Collectors everywhere know what it is like to have a quest—an ongoing hunt for the one little porcelain box or wheat penny or 1950’s lunchbox that will make it all worthwhile. A good part of the joy of collecting in the search for the missing pieces that will fill in the collection. For some people the hunt is everything, and there are even those collectors who will sell off a completed collection because the thrill of the chase is over.
As a gardener I am also a collector, to the extent that space and financial resources permit. From time to time I add to my collection of hybrid musk roses. I am picky about my hybrid musks, choosing only those bred in the first third of the twentieth century by the Rev. Joseph Pemberton, an English clergyman. The one exception to this rule is ‘Buff Beauty’, an exquisite cultivar bred after Pemberton’s death by Anne Bentall, the wife of the cleric’s gardener.
I am just starting to collect lungworts (Pulmonaria), which I love for their spotted leaves and lovely blue or pink blossoms. Lungworts are ideal collector’s plants because they are small, thus allowing even people with miniscule plots to amass many different species and cultivars. If I had space and a talent for robbing banks I would also acquire Chinese tree peonies, which have huge silky blossoms in a range of beguiling shades. Simply looking at one makes you want to babble superlatives in Mandarin.
But for me the Holy Grail of plant collecting is Geranium renardii. This smallish flowering plant is one of many hardy geraniums that are useful in an array of gardening situations. I first saw this paragon of horticultural virtue in an English garden magazine, and I was immediately smitten. It was highlighted as a “noteworthy” plant, and photographed in a particularly entrancing way, with a single blossom backlit like Barbra Striesand in one of her more recent movies.
Geranium renardii is a low-growing plant, reaching 1-foot tall at the most, and spreading 1-3-feet. It has the same incised leaves as other cranesbills, but its leaves are silvery-green. One of the plant reference sources maintains that “foliage, rather than flowers, is the main attraction with this perennial Geranium.” I beg to differ. The flowers are small, but lovely, cream to ivory in color, with an almost opalescent quality. Each petal is veined in purple, and, from certain angles, the blossoms seem almost pansy-like.
Having experienced love at first sight when I glimpsed Geranium renardii, I set about trying to obtain one. Hardy Geraniums have grown increasingly popular in recent years, so there are plenty of them in the catalogs. I found lots of Geranium striatum, Geranium catabridgiense and one of my favorites, Geranium macrorrhizum; but not a single renardii. In desperation I turned to the celebrated Heronswood nursery. One of Heronswood’s founders is a fabled plant hunter, and I figured if Hersonswood did not have Geranium renardii, no one would.
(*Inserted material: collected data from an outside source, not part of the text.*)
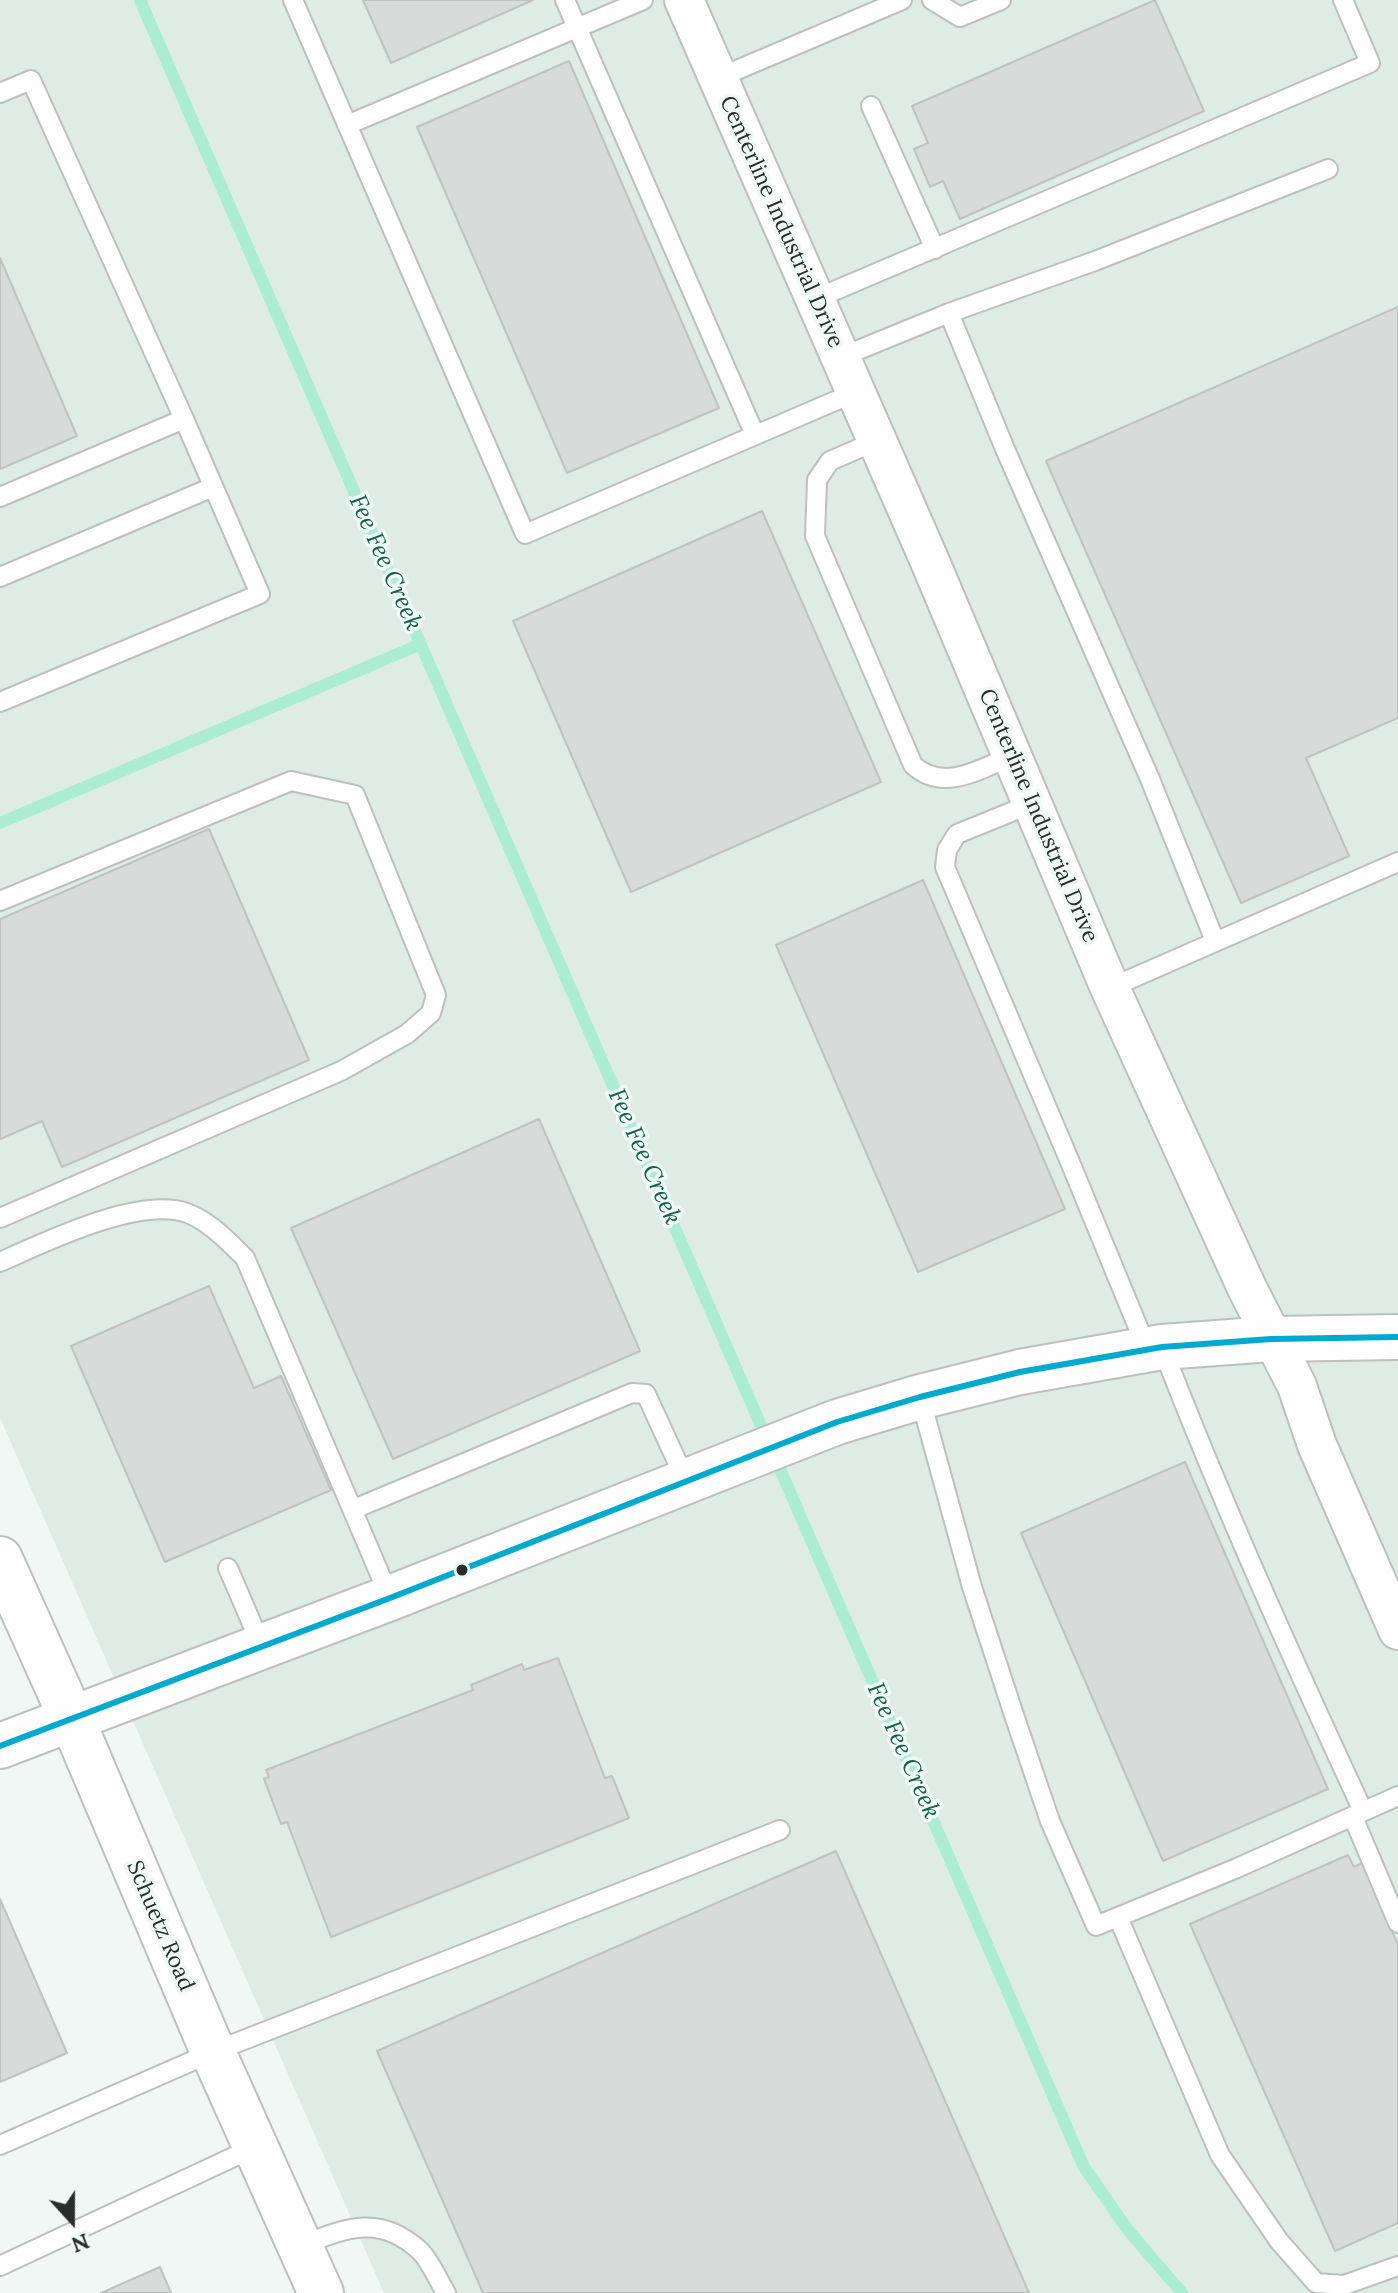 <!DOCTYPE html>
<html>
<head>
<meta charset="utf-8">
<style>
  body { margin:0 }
  #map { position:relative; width:1398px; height:2293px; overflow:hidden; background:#f1f7f4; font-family:Lora,serif }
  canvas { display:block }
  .north { position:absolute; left:32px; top:2181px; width:80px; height:80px; -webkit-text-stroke:6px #eff9f5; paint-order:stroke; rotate:159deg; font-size:22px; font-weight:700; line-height:32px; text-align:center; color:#292d2b }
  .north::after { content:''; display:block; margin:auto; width:28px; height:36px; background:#292d2b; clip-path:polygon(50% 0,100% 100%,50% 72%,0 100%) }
</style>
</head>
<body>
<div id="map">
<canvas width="1398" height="2293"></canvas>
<div class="north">N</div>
</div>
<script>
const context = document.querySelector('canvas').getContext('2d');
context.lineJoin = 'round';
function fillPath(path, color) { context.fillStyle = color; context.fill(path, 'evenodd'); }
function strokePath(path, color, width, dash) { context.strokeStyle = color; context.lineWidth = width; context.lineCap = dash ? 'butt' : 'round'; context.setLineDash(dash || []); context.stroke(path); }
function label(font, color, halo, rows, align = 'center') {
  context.font = font + ' Lora,serif'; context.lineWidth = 7; context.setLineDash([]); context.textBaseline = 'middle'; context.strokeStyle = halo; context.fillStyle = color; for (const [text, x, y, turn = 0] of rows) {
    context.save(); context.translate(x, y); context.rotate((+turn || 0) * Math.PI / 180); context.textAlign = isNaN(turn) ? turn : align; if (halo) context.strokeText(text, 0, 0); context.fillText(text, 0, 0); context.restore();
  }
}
const built = new Path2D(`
  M0,0H1398V2293H384L0,1418Z`);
const stream = new Path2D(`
  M140,0L1084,2167L1128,2230L1182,2293
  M0,823L421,644`);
const building = new Path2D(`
  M363,0H533L391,63Z
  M1155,0L1204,111L960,219L943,181L930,187L914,149L928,143L912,106Z
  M569,61L719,408L567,473L417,127Z
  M0,258L77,436L0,469Z
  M1398,307V718L1306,758L1349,856L1241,903L1046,461Z
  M762,511L881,782L631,892L513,621Z
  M209,829L309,1060L62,1167L42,1121L0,1139V919Z
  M923,880L1065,1209L918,1272L776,945Z
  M539,1119L640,1351L393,1459L291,1228Z
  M209,1286L254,1388L281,1376L331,1490L165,1562L71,1346Z
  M1185,1462L1328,1789L1163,1861L1021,1533Z
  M558,1658L605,1778L612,1776L629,1818L331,1937L287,1822L281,1824L264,1779L269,1777L266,1770L473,1690L471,1685L522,1664L524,1670Z
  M836,1851L1029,2293H483L377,2051Z
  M1348,1855L1354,1867L1362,1863L1398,1945V2223L1335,2251L1190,1924Z
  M0,1899L67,2053L0,2082Z
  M160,2267L171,2293H101Z`);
const service = new Path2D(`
  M293,0L525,534L856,392
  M565,0L755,435
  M932,0L960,17L1001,0
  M718,78L902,0
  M0,93L31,80L184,419
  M871,106L935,249
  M347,125L643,0
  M815,299L1370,63L1343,0
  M949,313L1095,261L1328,169
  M841,357L949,313L1005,449L1150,779L1215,941
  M876,441L830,461L817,480L815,536L913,765C943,793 981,769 1013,755
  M0,497L184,419L260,594L0,702
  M0,577L213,487
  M1031,804L957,834L947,850L945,867L1070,1162L1147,1349
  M0,901L291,781L355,795L436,995L431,1013L407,1034L341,1071L0,1218
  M1110,988L1398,862
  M0,1262C45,1242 139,1196 187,1213C209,1221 229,1242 245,1258L390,1598
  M1162,1347C1223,1505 1292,1658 1363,1811
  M920,1397L972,1587L1014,1715L1050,1821L1096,1926L1237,1868L1398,1796
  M354,1509L632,1393L646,1394L686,1481
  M228,1568L262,1647
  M1353,1817L1398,1923
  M1118,1917L1220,2155L1279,2241L1316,2283L1344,2285L1398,2266
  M0,2145L213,2052L780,1830
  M300,2246C344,2229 378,2213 419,2250C430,2260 438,2280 446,2293
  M0,2266L255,2147`);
const minor = new Path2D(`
  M684,0L928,557L1110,988L1247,1288L1297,1386L1317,1445L1398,1630`);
const tertiary = new Path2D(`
  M0,1746L390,1598L837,1422L920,1397L1020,1372L1162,1347L1271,1339L1398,1337`);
const secondary = new Path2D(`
  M0,1559L71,1717L213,2052L321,2293`);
const bus1 = new Path2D(`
  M0,1746L390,1598L837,1422L920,1397L1020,1372L1162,1347L1271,1339L1398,1337`);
const markers = [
  [462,1570,7,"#292d2b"]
];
const streetNames = [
  ["Centerline Industrial Drive",781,222,66],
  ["Centerline Industrial Drive",1038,816,67],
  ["Schuetz Road",160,1926,67]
];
const waterNames = [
  ["Fee Fee Creek",385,563,66],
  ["Fee Fee Creek",644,1157,66],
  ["Fee Fee Creek",903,1751,66]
];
fillPath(built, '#dfece6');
strokePath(stream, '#aaecd4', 12);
fillPath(building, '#d7dbd9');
strokePath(building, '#bec2c0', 2);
strokePath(service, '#bcc0be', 22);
strokePath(minor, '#bcc0be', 42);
strokePath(tertiary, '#bcc0be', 48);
strokePath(secondary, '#bcc0be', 48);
strokePath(service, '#fdfefd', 18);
strokePath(minor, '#fdfefd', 38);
strokePath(tertiary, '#fdfefd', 44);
strokePath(secondary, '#fdfefd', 44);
strokePath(bus1, '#00a9ce', 6);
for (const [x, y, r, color] of markers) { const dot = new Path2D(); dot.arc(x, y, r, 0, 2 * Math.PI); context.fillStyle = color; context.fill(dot); strokePath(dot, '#eff9f5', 3); }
label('22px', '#292d2b', '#eff9f5', streetNames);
label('italic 24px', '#17604b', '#eff9f5', waterNames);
</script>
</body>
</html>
Heronswood had some 74 cranesbill species and cultivars, but no Geranium renardii. In despair I browsed the web, and found that a few other gardeners were apparently engaged in the same quest. At long last I found the object of my desire, on the website for a nursery in Sharon, Connecticut. I grabbed feverishly for my credit card, ready to make an instant commitment. Imagine my horror when I found out that I could not order Geranium renardii online, over the telephone, or even through the mail. The only way to get this much-desired item is to travel to Sharon, Connecticut and pluck one (or two or three) from a nursery pallet.
Some people may consider driving all the way to Connecticut to obtain a single cranesbill profligate in terms of both time and money. Still, this is one urge that I must satisfy. In a week or so, when the weather in Connecticut becomes more temperate, I will go to the nursery in Sharon. Neither rain nor snow nor the Highway Patrol (of New Jersey or Connecticut) will stop me. I will get my cranesbill. When the thrill of the chase is over, and I have it back in my home garden, I will coddle it, watch it anxiously, and, hopefully, admire it when it bursts into bloom. With any luck it will be like other hardy Geraniums and increase over time, so I can give divisions to my gardening friends. As with all good things, Geranium renardii should be spread around.
Once I have lots of Geranium renardii, I think it would be marvelous to interplant them throughout my collection of pulmonaria, and mass them at the feet of my hybrid musk roses. After all, collections are meant to be displayed.